Dangerous carbon monoxide alarms are being sold online, Which? has warned.

The consumer watchdog says devices that fail to detect high levels of the potentially lethal gas were found on eBay, Amazon, AliExpress and Wish.

Which? claims the government is failing to take “urgent action” to hold these marketplaces to account – and it first flagged one of the unsafe models to eBay seven years ago.

That device failed to respond to carbon monoxide in 10 out of 28 tests – and even when it did, the alarm was too quiet.

Pic: Which?
Pic: Which?

A total of 149 listings for dangerous carbon monoxide alarms were discovered across the four websites – and all of them have now been removed.

eBay was the only company to disclose sales figures, and revealed at least 1,311 had been sold on its platform.

Five dangerous alarm models – all unbranded and made in China – featured prominently on these websites when the “cheapest first” filter was chosen, with some being offered for as little as £5.

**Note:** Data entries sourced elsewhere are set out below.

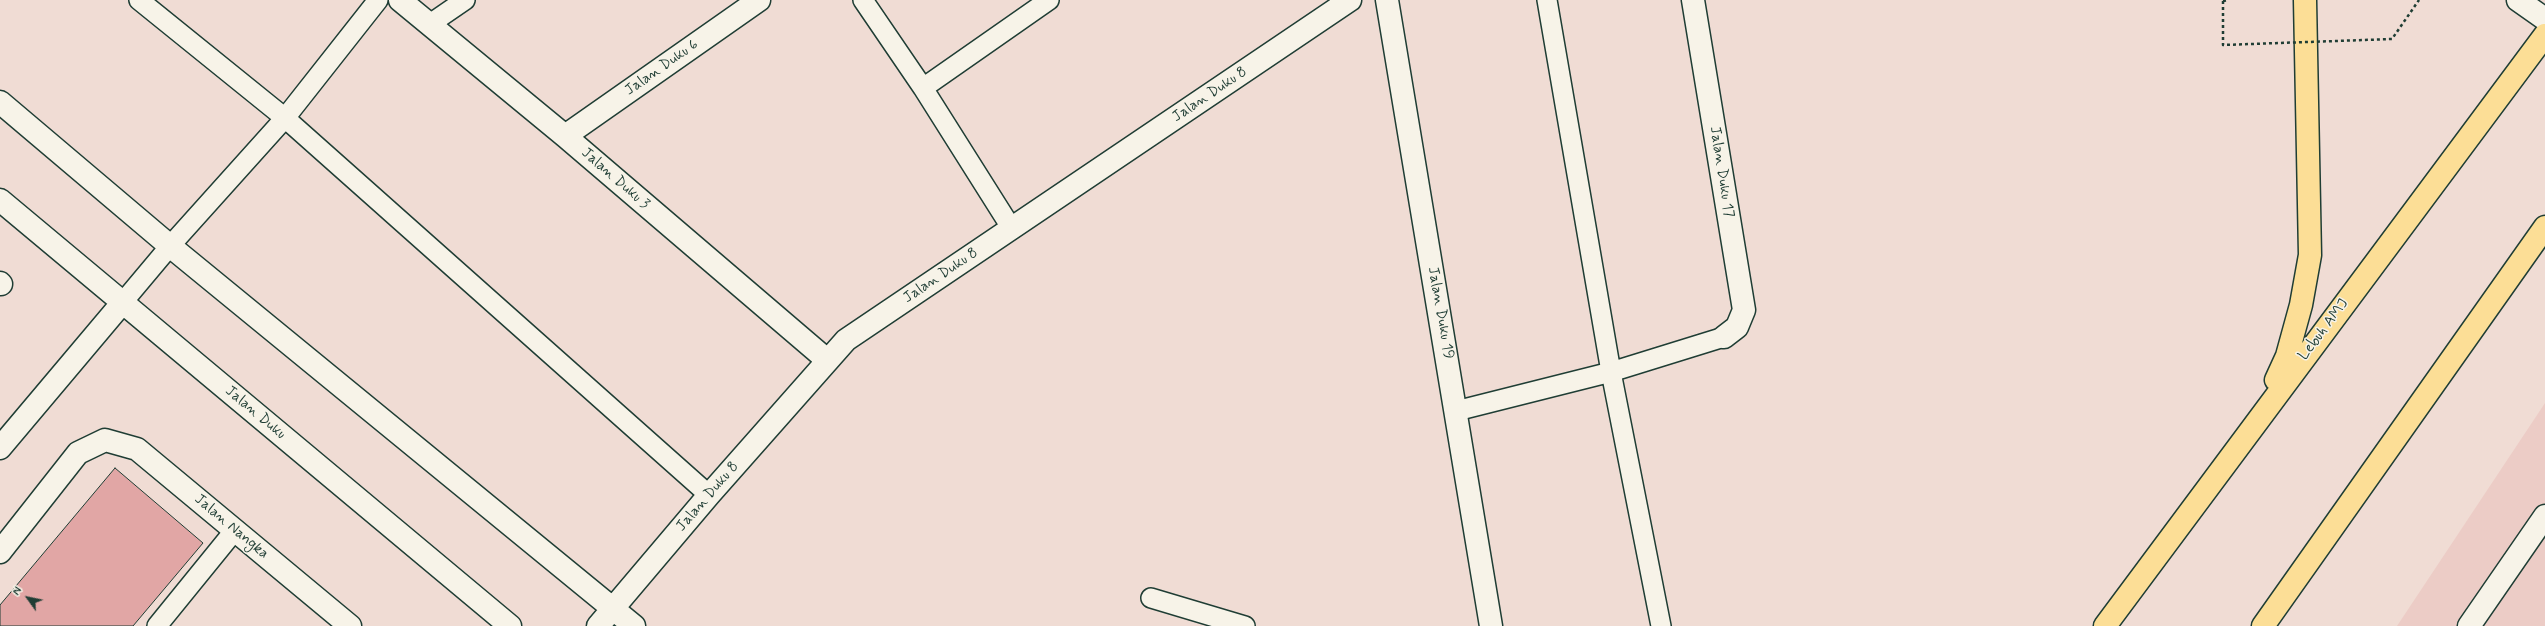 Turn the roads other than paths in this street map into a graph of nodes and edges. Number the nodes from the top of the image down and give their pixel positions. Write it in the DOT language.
graph roads {
  1 [pos="139,0"];
  2 [pos="378,0"];
  3 [pos="400,0"];
  4 [pos="465,0"];
  5 [pos="758,0"];
  6 [pos="863,0"];
  7 [pos="1049,0"];
  8 [pos="1350,0"];
  9 [pos="1387,0"];
  10 [pos="1547,0"];
  11 [pos="1694,0"];
  12 [pos="2305,0"];
  13 [pos="2518,0"];
  14 [pos="2545,19"];
  15 [pos="430,24"];
  16 [pos="2545,35"];
  17 [pos="923,88"];
  18 [pos="0,102"];
  19 [pos="285,118"];
  20 [pos="565,136"];
  21 [pos="0,200"];
  22 [pos="2545,227"];
  23 [pos="1012,229"];
  24 [pos="2545,240"];
  25 [pos="170,246"];
  26 [pos="2514,270"];
  27 [pos="123,302"];
  28 [pos="1724,337"];
  29 [pos="827,360"];
  30 [pos="1611,372"];
  31 [pos="1456,411"];
  32 [pos="2259,417"];
  33 [pos="0,448"];
  34 [pos="709,495"];
  35 [pos="2545,516"];
  36 [pos="235,530"];
  37 [pos="0,552"];
  38 [pos="1151,598"];
  39 [pos="612,608"];
  40 [pos="157,626"];
  41 [pos="350,626"];
  42 [pos="510,626"];
  43 [pos="598,626"];
  44 [pos="634,626"];
  45 [pos="1245,626"];
  46 [pos="1491,626"];
  47 [pos="1661,626"];
  48 [pos="2105,626"];
  49 [pos="2262,626"];
  50 [pos="2469,626"];
  1 -- 19 [label="lane"];
  2 -- 19 [label="lane"];
  3 -- 15 [label="street, Jalan Duku 3"];
  4 -- 15 [label="lane"];
  5 -- 20 [label="street, Jalan Duku 6"];
  6 -- 17 [label="lane"];
  7 -- 17 [label="lane"];
  8 -- 23 [label="street, Jalan Duku 8"];
  9 -- 31 [label="street, Jalan Duku 19"];
  10 -- 30 [label="lane"];
  11 -- 28 [label="street, Jalan Duku 17"];
  12 -- 32 [label="highway"];
  13 -- 14 [label="street"];
  15 -- 20 [label="street, Jalan Duku 3"];
  16 -- 32 [label="highway, Lebuh AMJ"];
  17 -- 23 [label="lane"];
  18 -- 25 [label="street"];
  19 -- 25 [label="lane"];
  19 -- 34 [label="lane"];
  20 -- 29 [label="street, Jalan Duku 3"];
  21 -- 27 [label="street, Jalan Duku"];
  22 -- 26 [label="highway"];
  23 -- 29 [label="street, Jalan Duku 8"];
  24 -- 26 [label="highway"];
  25 -- 27 [label="lane"];
  25 -- 39 [label="street"];
  26 -- 49 [label="highway"];
  27 -- 33 [label="street"];
  27 -- 42 [label="street, Jalan Duku"];
  28 -- 30 [label="lane"];
  29 -- 34 [label="street, Jalan Duku 8"];
  30 -- 31 [label="lane"];
  30 -- 47 [label="lane"];
  31 -- 46 [label="street, Jalan Duku 19"];
  32 -- 48 [label="highway, Lebuh AMJ"];
  34 -- 39 [label="street, Jalan Duku 8"];
  35 -- 50 [label="street"];
  36 -- 37 [label="street, Jalan Nangka"];
  36 -- 40 [label="lane"];
  36 -- 41 [label="street, Jalan Nangka"];
  38 -- 45 [label="lane"];
  39 -- 43 [label="street, Jalan Duku 8"];
  39 -- 44 [label="street"];
}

One alarm failed to trigger 22 times when carbon monoxide was in the air, while another product didn’t sound in 15 separate tests.

Sue Davies, the watchdog’s head of consumer protection policy, said: “Which? has been raising concerns about dangerous CO alarms for years, yet online marketplaces continue to allow them on their sites and into people’s homes, despite the potentially fatal consequences.

“This is the latest in a long line of examples of unsafe products being readily available on online marketplaces, with far too little action taken by the platforms to prevent them being allowed for sale.

“The government cannot delay any longer. It must move at pace to establish new regulations that put consumer safety first and enable tough enforcement action against online marketplaces that break the rules.”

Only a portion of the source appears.